/EPVME-Dataset

A new malicious email dataset

GNU General Public License v3.0GPL-3.0

EPVME-Dataset

The five zip packages are all the malicious samples, totaling 49,136 EML files. This dataset is for research purpose.

Dataset Description

Here are reference links of other open-source datasets we used in our work.

Enron Email Dataset "http://www.cs.cmu.edu/~./enron/"

Nazario phishingcorpus "https://monkey.org/~jose/phishing/"

Spam Assassin open-source corpus "https://spamassassin.apache.org/old/publiccorpus/"

TREC 2007 "https://plg.uwaterloo.ca/~gvcormac/treccorpus07/"

Wooyun Email XSS Dataset "https://github.com/WhiteRabbitc/Wooyun-Email-XSS-Dataset/tree/master/malious-sample"

Email Dataset Sample Amount:

Source Malicious Benign Total
Enron email corpus 0 517,401 517,401
Nazario phishing corpus 9,510 0 9,510
Trec07 50,199 25,220 75,419
Spam Assassin 2,399 6,952 9,351
Wooyun XSS Dataset 168 0 168
EPVME Dataset 49,136 0 49,136
Total 111,412 549,573 660,985

How we make the malicious email samples

We select and summarize six new types of malicious email attack scenarios that exploit vulnerabilities in email security authentication mechanisms (SPF and DMARC) and email UI rendering, and construct the EPVME dataset. It contains 37,283 malicious emails, and all email samples have email header and body information.
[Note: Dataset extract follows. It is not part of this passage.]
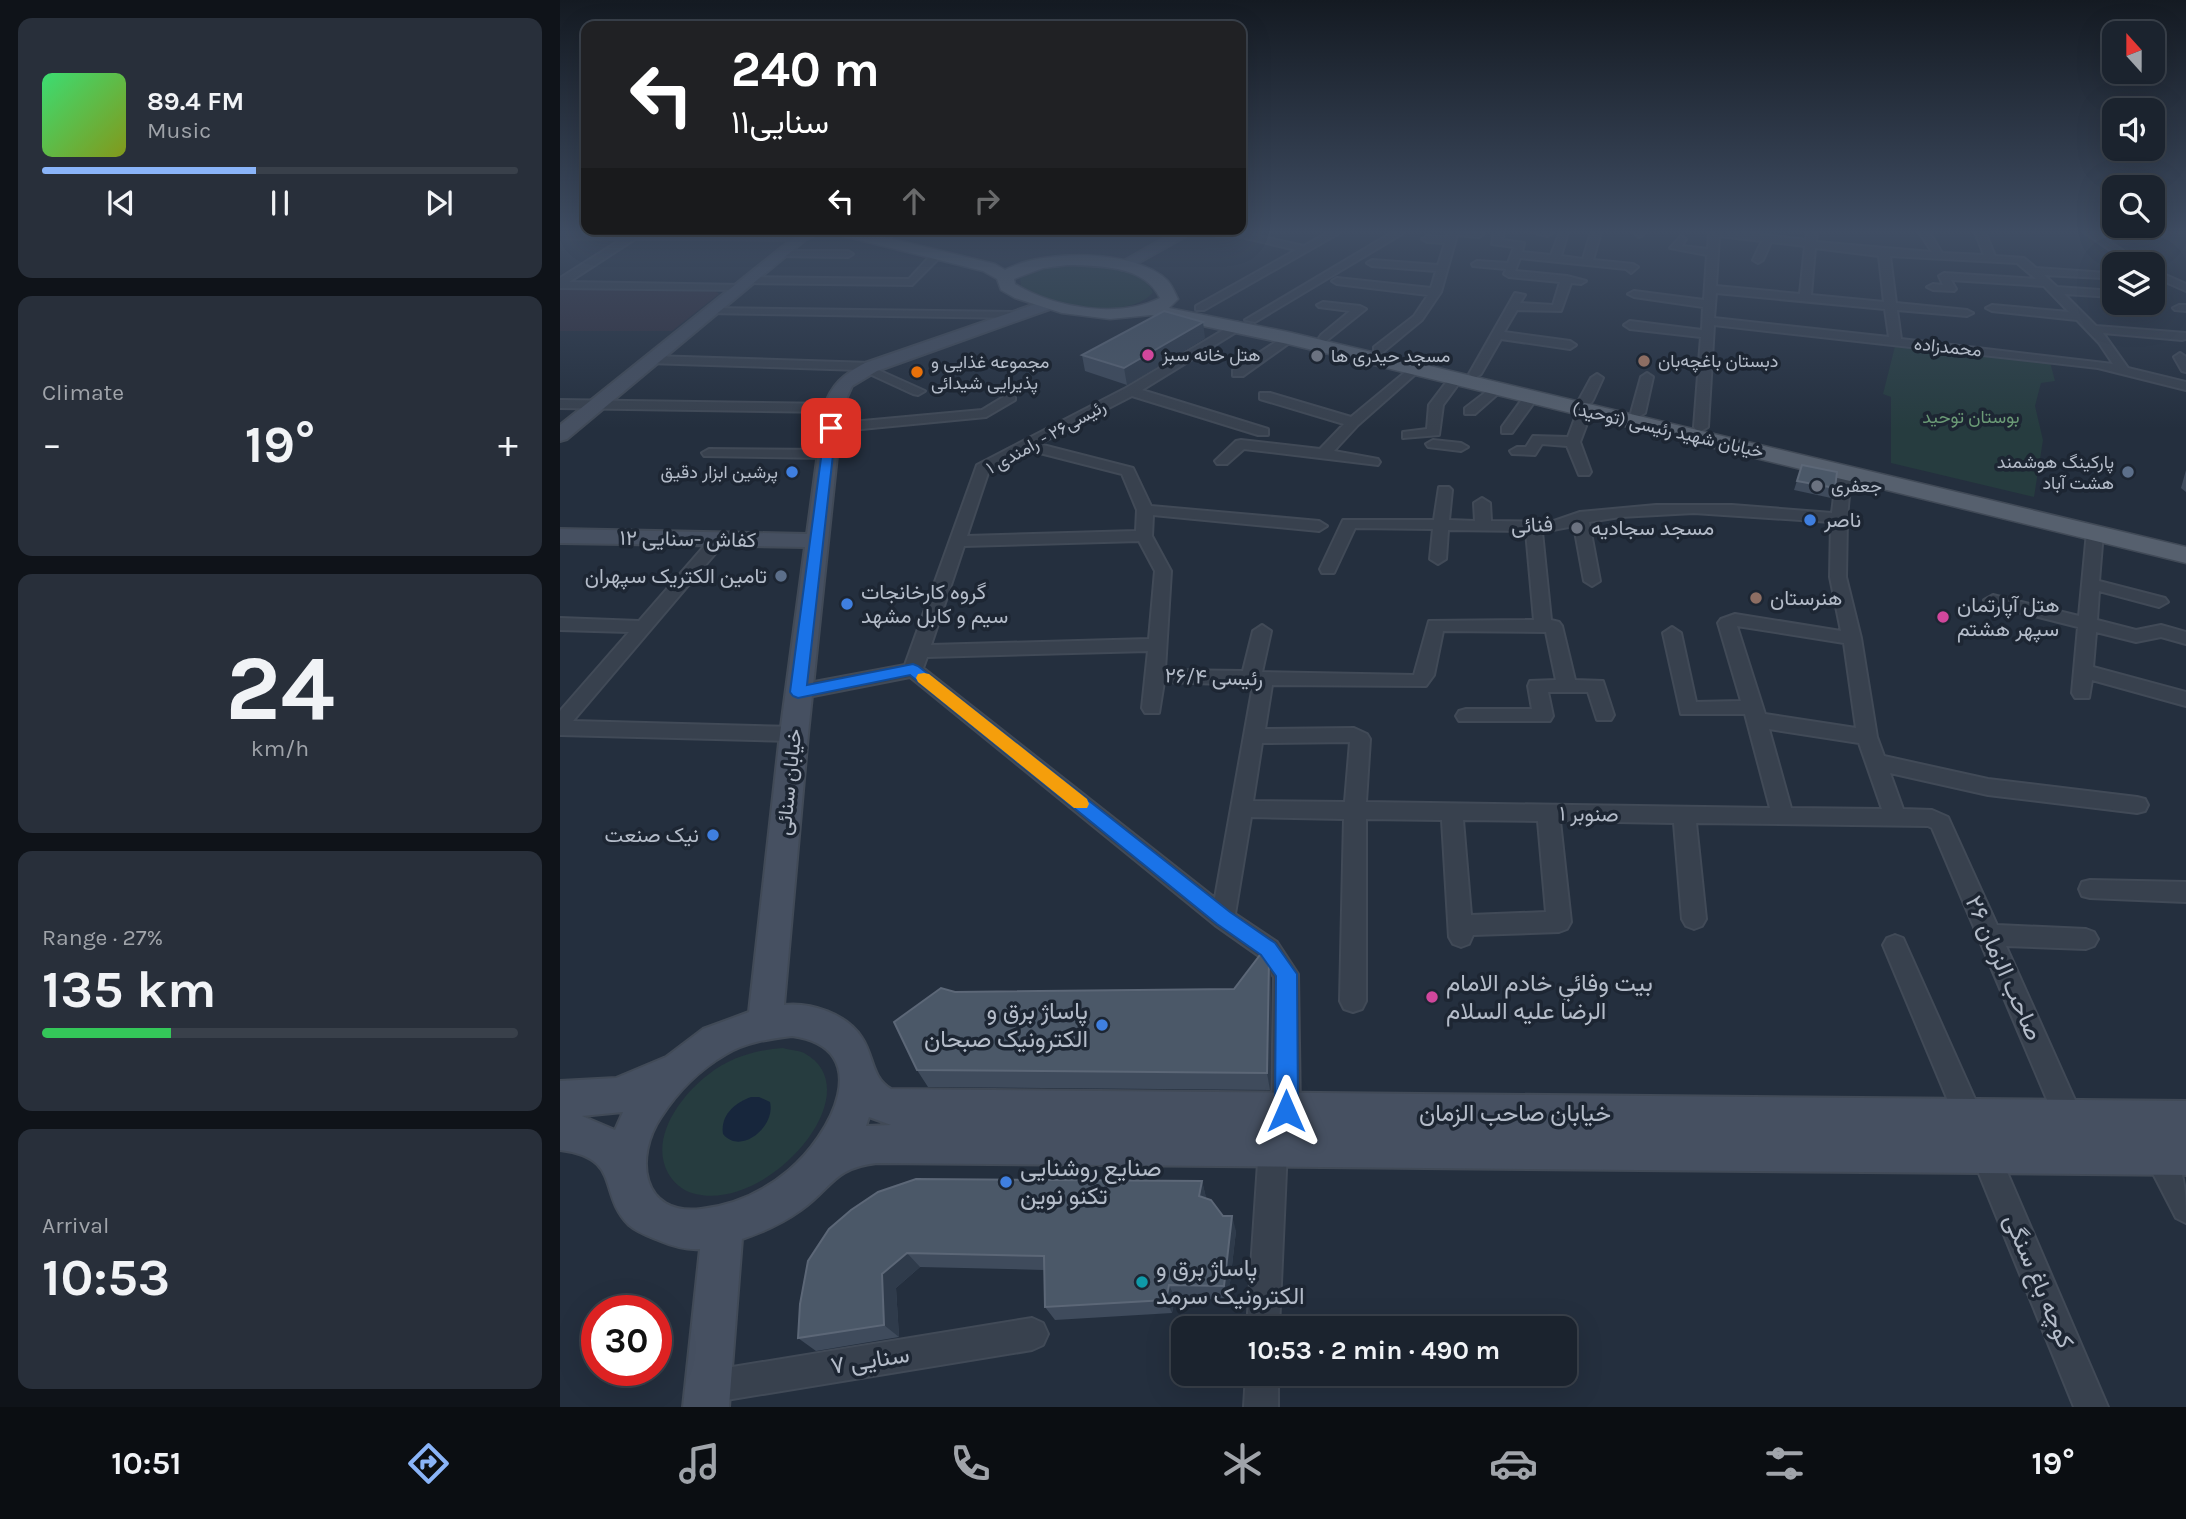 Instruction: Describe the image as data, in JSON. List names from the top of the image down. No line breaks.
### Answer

In the malicious samples we created, except for some specific fields where we inject the payload, other content, including From, To, Subject, and body text, is randomly selected from the existing samples. This is because we believe that the detection model should be able to identify malicious emails that use these attacks without being influenced by this irrelevant content. This allows the machine learning model to focus on static features related to the payload and thus achieve the identification of these new types of malicious emails.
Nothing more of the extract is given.